Two unrelated events in Christendom took place yesterday.

First, the Vatican decided to get into the spirit of financial engineering and announced that is is creating a special purpose vehicle (SPV) for the absorption of Anglican dissidents into the Church; the SPVs will have legacy rights to continue certain aspects of Anglican practice, not least the Anglican Mass, but otherwise the new entrants will pledge allegiance to the teachings of the Catholic Church.

Second, the Irish government found itself in a rare war of words with the Church of Ireland, in the form of harsh address by C of I Archbishop of Dublin John Neill who accused the department of education of having an implicit plan to wipe out distinctive Protestant education in Ireland.

The underlying issue is a system of special administrative grants for Protestant fee-paying schools which were cut last year. The Department says that they were unconstitutional. It's weird how grants that worked for 40 years suddenly turned out to be unconstitutional when the bureaucrats were looking for something to cut.

But the grants reflected an Irish solution to an Irish problem. When free public secondary education was brought in in the mid-1960s, it was in the context of a system where the Catholic Church owned most of the schools, the priests were ex officio members of the school boards, and Catechism was on the curriculum. These circumstances are largely intact, but apparently pass constitutional muster. The compromise was that where a C of I school could be sustained, it would get the administrative grants that otherwise only went to the schools within the free public system.
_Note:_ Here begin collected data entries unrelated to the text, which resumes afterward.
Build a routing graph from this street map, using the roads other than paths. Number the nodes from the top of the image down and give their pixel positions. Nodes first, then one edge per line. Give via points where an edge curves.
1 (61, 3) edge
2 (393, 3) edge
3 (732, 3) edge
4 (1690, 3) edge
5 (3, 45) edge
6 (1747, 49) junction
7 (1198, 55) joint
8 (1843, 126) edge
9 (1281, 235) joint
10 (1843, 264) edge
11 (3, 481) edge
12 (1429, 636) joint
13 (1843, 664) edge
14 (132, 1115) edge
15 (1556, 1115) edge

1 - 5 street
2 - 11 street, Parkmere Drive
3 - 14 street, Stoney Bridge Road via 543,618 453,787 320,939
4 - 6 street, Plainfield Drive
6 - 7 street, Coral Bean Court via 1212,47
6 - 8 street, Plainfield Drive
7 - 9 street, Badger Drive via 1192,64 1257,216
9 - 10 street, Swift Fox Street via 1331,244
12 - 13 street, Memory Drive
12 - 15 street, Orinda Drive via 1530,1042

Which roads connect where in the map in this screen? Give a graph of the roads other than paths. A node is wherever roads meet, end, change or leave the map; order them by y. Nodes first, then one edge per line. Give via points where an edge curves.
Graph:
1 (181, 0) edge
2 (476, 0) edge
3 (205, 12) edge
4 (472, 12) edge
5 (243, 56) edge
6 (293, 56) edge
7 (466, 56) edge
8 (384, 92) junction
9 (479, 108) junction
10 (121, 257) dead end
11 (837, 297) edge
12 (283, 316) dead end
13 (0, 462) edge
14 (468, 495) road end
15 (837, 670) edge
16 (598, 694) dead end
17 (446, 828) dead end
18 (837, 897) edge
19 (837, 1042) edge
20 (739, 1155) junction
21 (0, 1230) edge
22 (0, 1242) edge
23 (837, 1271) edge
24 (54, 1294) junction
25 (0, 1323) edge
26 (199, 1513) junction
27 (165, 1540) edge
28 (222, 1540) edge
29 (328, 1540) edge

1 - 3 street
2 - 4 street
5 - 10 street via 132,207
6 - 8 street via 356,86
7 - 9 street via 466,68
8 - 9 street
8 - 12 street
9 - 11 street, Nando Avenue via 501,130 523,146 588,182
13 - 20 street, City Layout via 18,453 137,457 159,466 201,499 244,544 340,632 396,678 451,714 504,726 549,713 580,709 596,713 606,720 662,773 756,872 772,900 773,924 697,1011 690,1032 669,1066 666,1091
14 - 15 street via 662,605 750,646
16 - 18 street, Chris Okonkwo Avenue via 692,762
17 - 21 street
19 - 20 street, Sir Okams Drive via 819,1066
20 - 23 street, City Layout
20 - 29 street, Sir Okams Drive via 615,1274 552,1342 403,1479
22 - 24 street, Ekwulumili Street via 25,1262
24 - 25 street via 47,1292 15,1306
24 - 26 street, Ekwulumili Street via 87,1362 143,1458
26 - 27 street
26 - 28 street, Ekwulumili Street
It was the fact that other fee paying schools don't get the special grant that was after 4 decades deemed objectionable. Note the absence of any demonstrated complaint about the system, let alone an attempt to test whether the courts would uphold a system with a clear purpose of protecting a minority religious group.

Anyway, back to the Pope and his wheeze. We can't resist mentioning this subtle dig at Benedict by Timothy Bradshaw in the Times (UK) --

When this powerful central Vatican machine reaches into local church life it can have a negative impact, as when the Pope closed down the Catholic Centre Party in 1930s Germany, a disastrous weakening of opposition to Hitler.

You'd think Papa Ratzi would know that history.

What his move and that of the Irish government have in common is that they are striking at the Anglican church when they think it's weak. The Pope thinks he can peel off the conservative wing and leave only a liberal Rowanesque rump, although the Vatican may not have thought through what happens when already disaffected but persisting Catholics find an influx of de facto evangelicals in their churches. That more relaxed Anglican congregation will still be down the road.

While the Irish government is gambling that the only students seriously affected are those in rural areas where the lack of density makes sustaining a specialized C of I school difficult. Sure can't they sit in the local secondary and just read a book during any religious content? As a cynical calculation, it probably has merit. Rural areas seem more up in arms about a proposed tightening of drink-driving laws than the loss of a few more C of I schools.

But it's a telling commentary on the current self-satisfied definition of Irishness (as reflected in the Angelus) that there's less space for a traditional Irish religious institution to function. It's pointless to note the irony of the country's permanent party of government, Fianna Fáil, gathering last Sunday to celebrate the 1791 founding of the United Irishmen, a movement characterized by a fellowship of Catholic and Protestant Irish nationalists, even as the government undermined the compact of that relationship. For the Vatican and the Irish establishment, it's all in the name of modernity.